American college basketball season

The 2020–21 Robert Morris Colonials men's basketball team represented Robert Morris University during the 2020–21 NCAA Division I men's basketball season. The Colonials, led by 11th-year head coach Andrew Toole, played their home games at the UPMC Events Center in Moon Township, Pennsylvania as first-year members of the Horizon League.

==Previous season==
The Colonials finished the 2019–20 season 20–14, 13–5 in NEC play to finish in a tie for second place. They defeated St. Francis Brooklyn, LIU and Saint Francis (PA) to be champions of the NEC tournament. They earned the NEC's automatic bid to the NCAA tournament. However, the NCAA Tournament was cancelled amid the COVID-19 pandemic.

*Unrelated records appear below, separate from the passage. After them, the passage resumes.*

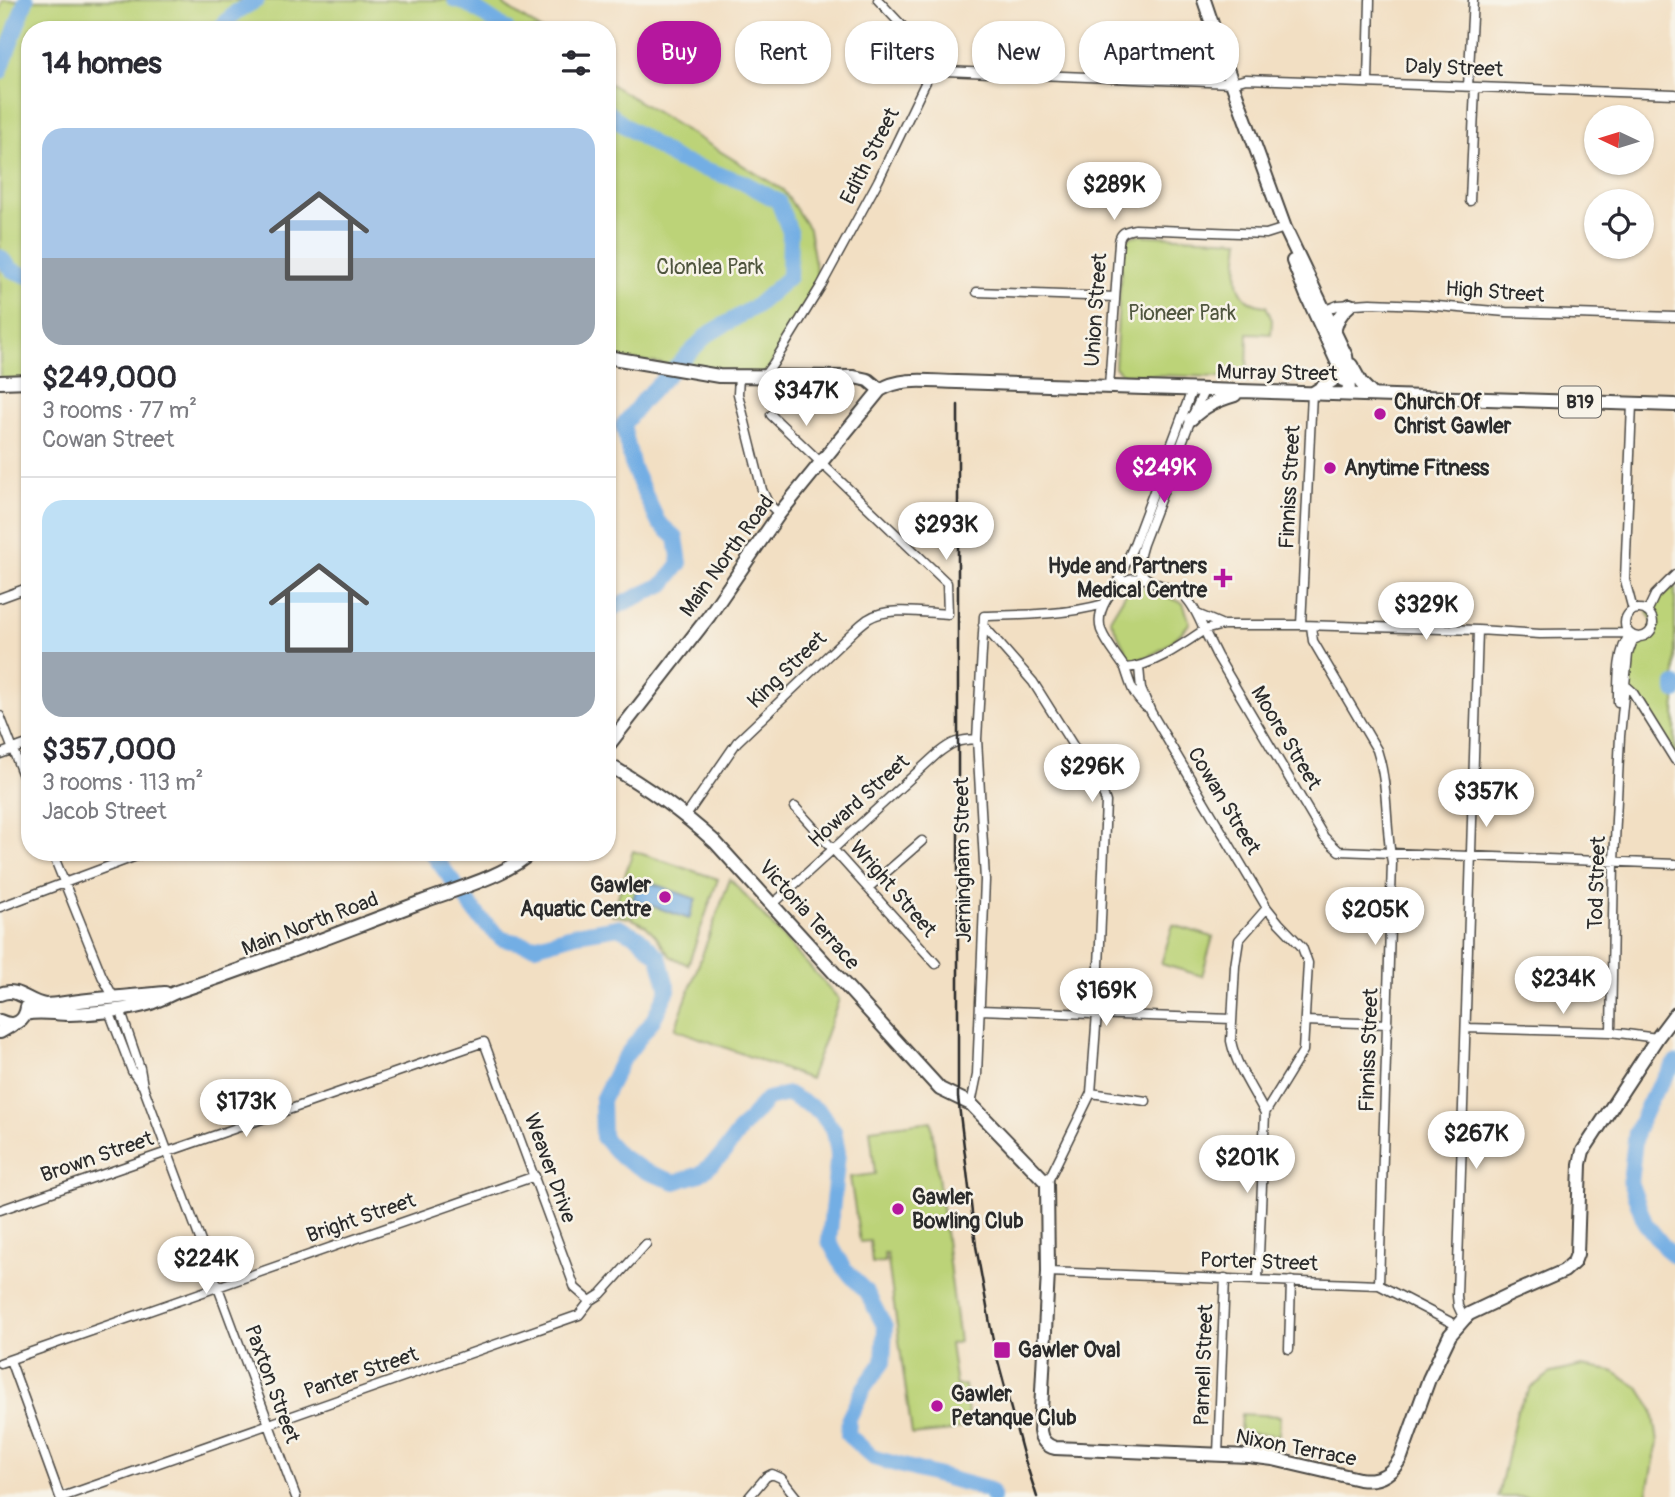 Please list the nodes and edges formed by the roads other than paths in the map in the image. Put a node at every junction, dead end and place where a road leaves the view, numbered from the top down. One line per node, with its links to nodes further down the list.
1 (878, 0): 5 (street)
2 (1204, 0): 6 (main road)
3 (1370, 0): 10 (street)
4 (1473, 0): 13 (street)
5 (898, 21)
6 (1211, 21)
7 (958, 72): 8 (street)
8 (1079, 77)
9 (1239, 81): 10 (street, Daly Street)
10 (1368, 82): 13 (street, Daly Street)
11 (925, 84): 26 (street, Edith Street)
12 (1232, 84): 16 (main road)
13 (1472, 87): 14 (street, Daly Street); 15 (street)
14 (1675, 94)
15 (1470, 201)
16 (1285, 228): 18 (street, Union Street); 20 (main road)
17 (977, 292): 18 (street)
18 (1115, 297): 29 (street, Union Street)
19 (1350, 305): 20 (street, High Street); 21 (street, High Street); 22 (main road)
20 (1320, 312): 22 (main road); 24 (main road)
21 (1675, 317)
22 (1334, 332): 24 (main road)
23 (616, 359): 25 (main road)
24 (1343, 361): 34 (main road); 35 (main road); 36 (main road)
25 (738, 376): 26 (main road); 42 (street)
26 (764, 376): 30 (main road)
27 (21, 381): 28 (main road)
28 (0, 382)
29 (1108, 387): 30 (main road, Murray Street); 31 (main road, Murray Street)
30 (880, 390): 41 (main road, Main North Road)
31 (1171, 390): 32 (main road, Murray Street); 39 (street)
32 (1198, 391): 33 (main road, Murray Street); 39 (street)
33 (1246, 392): 34 (main road, Murray Street); 39 (main road)
34 (1312, 393): 35 (main road, Murray Street); 54 (street, Finniss Street)
35 (1346, 394): 36 (main road, Murray Street / B19)
36 (1373, 395): 37 (main road, Murray Street / B19)
37 (1632, 404): 38 (main road, Murray Street / B19); 49 (street)
38 (1675, 405)
39 (1188, 413): 44 (street); 46 (street)
40 (771, 415): 41 (street)
41 (821, 463): 42 (main road, Main North Road); 75 (street, King Street)
42 (779, 514): 66 (main road, Main North Road)
43 (1675, 575): 50 (street)
44 (1146, 579): 46 (street); 51 (street)
45 (21, 590): 47 (street)
46 (1113, 590): 48 (street)
47 (0, 598)
48 (1104, 604): 52 (street); 62 (street)
49 (1633, 610): 50 (street); 58 (street)
50 (1647, 612): 58 (street)
51 (1196, 614): 53 (street); 56 (street)
52 (983, 620): 67 (street, Jerningham Street); 96 (street)
53 (1223, 625): 54 (street); 56 (street)
54 (1301, 625): 55 (street)
55 (1311, 626): 57 (street); 78 (street, Finniss Street)
56 (1204, 630): 59 (street); 60 (street, Moore Street)
57 (1478, 630): 58 (street); 79 (street)
58 (1632, 635): 63 (street, Tod Street)
59 (1185, 642): 60 (street); 61 (street)
60 (1217, 656): 78 (street, Moore Street)
61 (1139, 667): 62 (street); 64 (street, Cowan Street)
62 (1125, 668): 64 (street, Cowan Street)
63 (1622, 681): 71 (street); 83 (street, Tod Street)
64 (1151, 712): 89 (street, Cowan Street)
65 (0, 716): 69 (street)
66 (616, 735)
67 (977, 739): 77 (street, Howard Street); 95 (street, Jerningham Street)
68 (21, 746): 69 (street)
69 (12, 750): 70 (street); 73 (street)
70 (0, 754)
71 (1675, 760)
72 (616, 769): 75 (main road, Victoria Terrace)
73 (21, 772)
74 (795, 807): 77 (street, Wright Street)
75 (686, 816): 87 (main road, Victoria Terrace)
76 (922, 841): 86 (street)
77 (833, 848): 86 (street, Wright Street); 87 (street, Howard Street)
78 (1390, 853): 79 (street); 102 (street, Finniss Street)
79 (1471, 855): 83 (street); 103 (street)
80 (55, 861): 85 (street, Paxton Street)
81 (123, 861): 85 (street)
82 (521, 861): 93 (main road, Main North Road)
83 (1614, 862): 84 (street); 105 (street, Tod Street)
84 (1675, 863)
85 (64, 883): 88 (street); 93 (street, Paxton Street)
86 (868, 888): 90 (street, Wright Street)
87 (772, 905): 110 (main road, Victoria Terrace)
88 (0, 907)
89 (1266, 908): 99 (street); 100 (street, Cowan Street)
90 (936, 964)
91 (1, 992): 92 (main road, Main North Road)
92 (22, 996): 94 (main road, Main North Road); 97 (main road)
93 (111, 1004): 94 (main road); 94 (main road, Main North Road); 97 (main road, Main North Road); 112 (street, Paxton Street)
94 (53, 1005)
95 (980, 1010): 96 (street); 110 (street, Jerningham Street)
96 (1097, 1013): 99 (street); 108 (street)
97 (25, 1014): 101 (main road)
98 (1675, 1014): 106 (main road)
99 (1233, 1019): 111 (street)
100 (1305, 1021): 102 (street); 111 (street, Cowan Street)
101 (6, 1023): 104 (main road)
102 (1388, 1024): 121 (street, Finniss Street)
103 (1466, 1028): 105 (street); 124 (street)
104 (0, 1032)
105 (1611, 1032): 106 (street)
106 (1657, 1038): 124 (main road)
107 (484, 1042): 112 (street, Brown Street); 113 (street, Weaver Drive)
108 (1091, 1093): 109 (street); 114 (street)
109 (1146, 1101)
110 (971, 1104): 114 (main road, Victoria Terrace)
111 (1265, 1113): 119 (street)
112 (166, 1151): 115 (street, Brown Street); 122 (street, Paxton Street)
113 (535, 1176): 122 (street, Bright Street); 123 (street, Weaver Drive)
114 (1047, 1182): 117 (main road)
115 (0, 1210)
116 (646, 1244): 123 (street, Panter Street)
117 (1048, 1272): 118 (street, Porter Street); 129 (main road, Nixon Terrace)
118 (1225, 1278): 119 (street, Porter Street); 129 (street, Parnell Street)
119 (1258, 1279): 120 (street, Porter Street)
120 (1291, 1281): 121 (street, Porter Street); 125 (street)
121 (1379, 1285): 124 (street, Porter Street)
122 (218, 1287): 126 (street, Bright Street); 128 (street, Paxton Street)
123 (590, 1301): 128 (street, Panter Street)
124 (1461, 1323): 129 (main road, Nixon Terrace)
125 (1289, 1349)
126 (10, 1360): 127 (street, Bright Street); 130 (street)
127 (0, 1363)
128 (268, 1423): 130 (street, Panter Street); 131 (street, Paxton Street)
129 (1218, 1454)
130 (61, 1497)
131 (296, 1497)
132 (749, 1497): 133 (street)
133 (796, 1497)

It was the last season for the Colonials in the NEC.

==Schedule and results==

| Non-conference regular season |

| Date time, TV | Rank^{#} | Opponent^{#} | Result | Record | Site (attendance) city, state |
Non-conference regular season
| December 5, 2020* 6:00 pm, ESPN3 |  | Point Park | W 75–57 | 1–0 | UPMC Events Center Moon Township, PA |
| December 18, 2020* 6:00 pm, ESPN3 |  | Bowling Green | L 65–85 | 1–1 | UPMC Events Center Moon Township, PA |
| December 20, 2020* 2:00 pm |  | Marshall | L 71–85 | 1–2 | Cam Henderson Center (1,230) Huntington, WV |
| December 26, 2020 7:00 pm, ESPN+ |  | at Purdue Fort Wayne | W 102–88 | 2–2 (1–0) | Hilliard Gates Sports Center Fort Wayne, IN |
| December 27, 2020 5:00 pm, ESPN+ |  | at Purdue Fort Wayne | L 82–87 | 2–3 (1–1) | Hilliard Gates Sports Center Fort Wayne, IN |
| January 1, 2021 1:00 pm, ESPN3 |  | Milwaukee | W 67–64 | 3–3 (2–1) | UPMC Events Center Moon Township, PA |
| January 2, 2021 12:00 pm, ESPN3 |  | Milwaukee | Postponed due to COVID-19 issues |  | UPMC Events Center Moon Township, PA |
| January 8, 2021 12:00 pm, ESPN3 |  | at IUPUI | Postponed due to COVID-19 issues |  | Indiana Farmers Coliseum Indianapolis, IN |
| January 9, 2021 12:00 pm, ESPN3 |  | at IUPUI | Postponed due to COVID-19 issues |  | Indiana Farmers Coliseum Indianapolis, IN |
| January 15, 2021 8:00 pm, ESPN3 |  | at UIC | L 53–67 | 3–4 (2–2) | Credit Union 1 Arena Chicago, IL |
| January 16, 2021 6:00 pm, ESPN3 |  | at UIC | L 62–66 ^{OT} | 3–5 (2–3) | Credit Union 1 Arena Chicago, IL |
| January 22, 2021 7:00 pm, ESPN3 |  | Northern Kentucky | L 76–81 | 3–6 (2–4) | UPMC Events Center Moon Township, PA |
| January 23, 2020 5:00 pm, ESPN3 |  | Northern Kentucky | L 74–79 ^{OT} | 3–7 (2–5) | UPMC Events Center Moon Township, PA |
| January 29, 2021 9:00 pm, ESPNU |  | at Wright State | L 70–79 | 3–8 (2–6) | Nutter Center Fairborn, OH |
| January 30, 2021 7:00 pm, ESPN+ |  | at Wright State | L 56–86 | 3–9 (2–7) | Nutter Center Fairborn, OH |
| February 5, 2021 7:00 pm, ESPN+ |  | Youngstown State | L 78-84 | 3-10 (2-8) | UPMC Events Center Moon Township, PA |
| February 6, 2021 5:00 pm, ESPN+ |  | Youngstown State | L 66-70 | 3-11 (2-9) | UPMC Events Center Moon Township, PA |
| February 12, 2021 7:00 pm, ESPN3 |  | Oakland | W 88–82 | 4–11 (3–9) | UPMC Events Center Moon Township, PA |
| February 13, 2021 5:00 pm, ESPN3 |  | Oakland | L 81–86 | 4–12 (3–10) | UPMC Events Center Moon Township, PA |
| February 19, 2021 7:00 pm, ESPN3 |  | at Detroit Mercy | L 74–85 | 4–13 (3–11) | Calihan Hall Detroit, MI |
| February 20, 2021 7:00 pm, ESPN3 |  | at Detroit Mercy | L 61–80 | 4–14 (3–12) | Calihan Hall Detroit, MI |
Horizon League tournament
| February 25, 2021 7:00 pm, ESPN+ | (12) | at (5) Detroit Mercy First Round | L 73–83 | 4–15 | Calihan Hall Detroit, MI |
*Non-conference game. ^{#}Rankings from AP Poll. (#) Tournament seedings in parentheses. All times are in Eastern.